━━━━━ EXERCISE DATA

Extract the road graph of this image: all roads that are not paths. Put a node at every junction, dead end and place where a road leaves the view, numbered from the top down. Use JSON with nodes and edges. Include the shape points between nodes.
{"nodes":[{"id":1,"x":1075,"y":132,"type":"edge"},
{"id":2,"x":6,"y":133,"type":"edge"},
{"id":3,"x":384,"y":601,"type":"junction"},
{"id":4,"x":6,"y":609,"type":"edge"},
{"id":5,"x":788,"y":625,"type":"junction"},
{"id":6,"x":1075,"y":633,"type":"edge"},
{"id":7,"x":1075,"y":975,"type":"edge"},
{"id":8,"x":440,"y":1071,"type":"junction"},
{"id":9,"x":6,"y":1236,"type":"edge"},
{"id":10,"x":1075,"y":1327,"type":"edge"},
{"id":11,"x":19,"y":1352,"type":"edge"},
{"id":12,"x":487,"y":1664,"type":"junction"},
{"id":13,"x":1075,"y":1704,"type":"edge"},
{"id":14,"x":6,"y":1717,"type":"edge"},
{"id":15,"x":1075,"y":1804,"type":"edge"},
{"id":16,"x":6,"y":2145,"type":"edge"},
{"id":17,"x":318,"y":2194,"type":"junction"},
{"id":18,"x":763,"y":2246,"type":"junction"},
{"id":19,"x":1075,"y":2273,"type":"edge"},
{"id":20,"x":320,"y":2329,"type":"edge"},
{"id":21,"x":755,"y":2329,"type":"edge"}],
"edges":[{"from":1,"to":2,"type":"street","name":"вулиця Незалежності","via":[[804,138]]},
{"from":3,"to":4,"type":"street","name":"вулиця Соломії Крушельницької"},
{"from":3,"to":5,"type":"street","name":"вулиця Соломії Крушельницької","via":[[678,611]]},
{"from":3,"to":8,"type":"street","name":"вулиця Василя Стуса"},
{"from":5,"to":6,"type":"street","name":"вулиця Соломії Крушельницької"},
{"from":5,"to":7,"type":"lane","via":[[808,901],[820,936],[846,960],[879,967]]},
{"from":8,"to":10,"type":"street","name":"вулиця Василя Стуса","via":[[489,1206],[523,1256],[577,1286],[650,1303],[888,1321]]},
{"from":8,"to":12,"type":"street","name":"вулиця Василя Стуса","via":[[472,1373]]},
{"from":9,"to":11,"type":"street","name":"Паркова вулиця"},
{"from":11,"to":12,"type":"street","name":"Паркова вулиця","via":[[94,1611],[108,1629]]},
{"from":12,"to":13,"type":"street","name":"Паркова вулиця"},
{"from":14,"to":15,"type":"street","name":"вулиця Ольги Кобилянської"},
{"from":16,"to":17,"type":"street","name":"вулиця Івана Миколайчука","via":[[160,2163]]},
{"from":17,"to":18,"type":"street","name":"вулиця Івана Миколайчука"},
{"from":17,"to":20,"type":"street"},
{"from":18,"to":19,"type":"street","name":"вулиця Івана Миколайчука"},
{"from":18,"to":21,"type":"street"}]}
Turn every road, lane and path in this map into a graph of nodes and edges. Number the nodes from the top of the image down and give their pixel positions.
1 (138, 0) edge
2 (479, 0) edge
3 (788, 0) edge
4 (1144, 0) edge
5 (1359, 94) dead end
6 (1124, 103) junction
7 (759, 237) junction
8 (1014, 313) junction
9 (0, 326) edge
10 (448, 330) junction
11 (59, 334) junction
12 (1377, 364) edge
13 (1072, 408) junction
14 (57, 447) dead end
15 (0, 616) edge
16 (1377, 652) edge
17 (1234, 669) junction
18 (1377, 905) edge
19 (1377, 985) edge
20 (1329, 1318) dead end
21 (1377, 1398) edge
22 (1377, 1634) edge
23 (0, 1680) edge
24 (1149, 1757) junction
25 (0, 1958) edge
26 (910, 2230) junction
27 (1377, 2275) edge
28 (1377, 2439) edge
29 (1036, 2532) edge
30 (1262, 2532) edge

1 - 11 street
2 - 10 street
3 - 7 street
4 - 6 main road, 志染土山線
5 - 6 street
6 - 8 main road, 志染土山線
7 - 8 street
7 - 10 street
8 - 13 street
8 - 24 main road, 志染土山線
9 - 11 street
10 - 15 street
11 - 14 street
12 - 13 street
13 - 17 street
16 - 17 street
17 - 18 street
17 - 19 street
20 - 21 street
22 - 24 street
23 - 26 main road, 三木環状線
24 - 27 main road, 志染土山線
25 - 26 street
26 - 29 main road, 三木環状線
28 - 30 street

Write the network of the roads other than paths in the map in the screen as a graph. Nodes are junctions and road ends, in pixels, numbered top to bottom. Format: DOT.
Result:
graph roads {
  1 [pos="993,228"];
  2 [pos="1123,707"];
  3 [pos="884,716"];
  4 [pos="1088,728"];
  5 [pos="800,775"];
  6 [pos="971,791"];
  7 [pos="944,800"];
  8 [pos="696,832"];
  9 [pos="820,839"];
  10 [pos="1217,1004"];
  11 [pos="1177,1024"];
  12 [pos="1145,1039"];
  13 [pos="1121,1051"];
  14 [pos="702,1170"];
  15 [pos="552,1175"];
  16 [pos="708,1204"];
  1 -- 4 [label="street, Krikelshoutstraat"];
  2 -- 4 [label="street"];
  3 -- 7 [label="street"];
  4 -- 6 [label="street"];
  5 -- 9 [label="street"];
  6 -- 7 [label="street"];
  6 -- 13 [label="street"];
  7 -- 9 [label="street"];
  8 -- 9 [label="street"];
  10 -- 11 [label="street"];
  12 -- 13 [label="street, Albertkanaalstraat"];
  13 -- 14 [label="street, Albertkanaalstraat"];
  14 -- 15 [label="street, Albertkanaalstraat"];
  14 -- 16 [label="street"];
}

━━━━━━━━━━

**PROBLEM DETAILS:**
Reproduce each record shown above without altering a single word.

**SOLUTION FOR THIS PROBLEM:**
Extract the road graph of this image: all roads that are not paths. Put a node at every junction, dead end and place where a road leaves the view, numbered from the top down. Use JSON with nodes and edges. Include the shape points between nodes.
{"nodes":[{"id":1,"x":1075,"y":132,"type":"edge"},
{"id":2,"x":6,"y":133,"type":"edge"},
{"id":3,"x":384,"y":601,"type":"junction"},
{"id":4,"x":6,"y":609,"type":"edge"},
{"id":5,"x":788,"y":625,"type":"junction"},
{"id":6,"x":1075,"y":633,"type":"edge"},
{"id":7,"x":1075,"y":975,"type":"edge"},
{"id":8,"x":440,"y":1071,"type":"junction"},
{"id":9,"x":6,"y":1236,"type":"edge"},
{"id":10,"x":1075,"y":1327,"type":"edge"},
{"id":11,"x":19,"y":1352,"type":"edge"},
{"id":12,"x":487,"y":1664,"type":"junction"},
{"id":13,"x":1075,"y":1704,"type":"edge"},
{"id":14,"x":6,"y":1717,"type":"edge"},
{"id":15,"x":1075,"y":1804,"type":"edge"},
{"id":16,"x":6,"y":2145,"type":"edge"},
{"id":17,"x":318,"y":2194,"type":"junction"},
{"id":18,"x":763,"y":2246,"type":"junction"},
{"id":19,"x":1075,"y":2273,"type":"edge"},
{"id":20,"x":320,"y":2329,"type":"edge"},
{"id":21,"x":755,"y":2329,"type":"edge"}],
"edges":[{"from":1,"to":2,"type":"street","name":"вулиця Незалежності","via":[[804,138]]},
{"from":3,"to":4,"type":"street","name":"вулиця Соломії Крушельницької"},
{"from":3,"to":5,"type":"street","name":"вулиця Соломії Крушельницької","via":[[678,611]]},
{"from":3,"to":8,"type":"street","name":"вулиця Василя Стуса"},
{"from":5,"to":6,"type":"street","name":"вулиця Соломії Крушельницької"},
{"from":5,"to":7,"type":"lane","via":[[808,901],[820,936],[846,960],[879,967]]},
{"from":8,"to":10,"type":"street","name":"вулиця Василя Стуса","via":[[489,1206],[523,1256],[577,1286],[650,1303],[888,1321]]},
{"from":8,"to":12,"type":"street","name":"вулиця Василя Стуса","via":[[472,1373]]},
{"from":9,"to":11,"type":"street","name":"Паркова вулиця"},
{"from":11,"to":12,"type":"street","name":"Паркова вулиця","via":[[94,1611],[108,1629]]},
{"from":12,"to":13,"type":"street","name":"Паркова вулиця"},
{"from":14,"to":15,"type":"street","name":"вулиця Ольги Кобилянської"},
{"from":16,"to":17,"type":"street","name":"вулиця Івана Миколайчука","via":[[160,2163]]},
{"from":17,"to":18,"type":"street","name":"вулиця Івана Миколайчука"},
{"from":17,"to":20,"type":"street"},
{"from":18,"to":19,"type":"street","name":"вулиця Івана Миколайчука"},
{"from":18,"to":21,"type":"street"}]}
Turn every road, lane and path in this map into a graph of nodes and edges. Number the nodes from the top of the image down and give their pixel positions.
1 (138, 0) edge
2 (479, 0) edge
3 (788, 0) edge
4 (1144, 0) edge
5 (1359, 94) dead end
6 (1124, 103) junction
7 (759, 237) junction
8 (1014, 313) junction
9 (0, 326) edge
10 (448, 330) junction
11 (59, 334) junction
12 (1377, 364) edge
13 (1072, 408) junction
14 (57, 447) dead end
15 (0, 616) edge
16 (1377, 652) edge
17 (1234, 669) junction
18 (1377, 905) edge
19 (1377, 985) edge
20 (1329, 1318) dead end
21 (1377, 1398) edge
22 (1377, 1634) edge
23 (0, 1680) edge
24 (1149, 1757) junction
25 (0, 1958) edge
26 (910, 2230) junction
27 (1377, 2275) edge
28 (1377, 2439) edge
29 (1036, 2532) edge
30 (1262, 2532) edge

1 - 11 street
2 - 10 street
3 - 7 street
4 - 6 main road, 志染土山線
5 - 6 street
6 - 8 main road, 志染土山線
7 - 8 street
7 - 10 street
8 - 13 street
8 - 24 main road, 志染土山線
9 - 11 street
10 - 15 street
11 - 14 street
12 - 13 street
13 - 17 street
16 - 17 street
17 - 18 street
17 - 19 street
20 - 21 street
22 - 24 street
23 - 26 main road, 三木環状線
24 - 27 main road, 志染土山線
25 - 26 street
26 - 29 main road, 三木環状線
28 - 30 street

Write the network of the roads other than paths in the map in the screen as a graph. Nodes are junctions and road ends, in pixels, numbered top to bottom. Format: DOT.
Result:
graph roads {
  1 [pos="993,228"];
  2 [pos="1123,707"];
  3 [pos="884,716"];
  4 [pos="1088,728"];
  5 [pos="800,775"];
  6 [pos="971,791"];
  7 [pos="944,800"];
  8 [pos="696,832"];
  9 [pos="820,839"];
  10 [pos="1217,1004"];
  11 [pos="1177,1024"];
  12 [pos="1145,1039"];
  13 [pos="1121,1051"];
  14 [pos="702,1170"];
  15 [pos="552,1175"];
  16 [pos="708,1204"];
  1 -- 4 [label="street, Krikelshoutstraat"];
  2 -- 4 [label="street"];
  3 -- 7 [label="street"];
  4 -- 6 [label="street"];
  5 -- 9 [label="street"];
  6 -- 7 [label="street"];
  6 -- 13 [label="street"];
  7 -- 9 [label="street"];
  8 -- 9 [label="street"];
  10 -- 11 [label="street"];
  12 -- 13 [label="street, Albertkanaalstraat"];
  13 -- 14 [label="street, Albertkanaalstraat"];
  14 -- 15 [label="street, Albertkanaalstraat"];
  14 -- 16 [label="street"];
}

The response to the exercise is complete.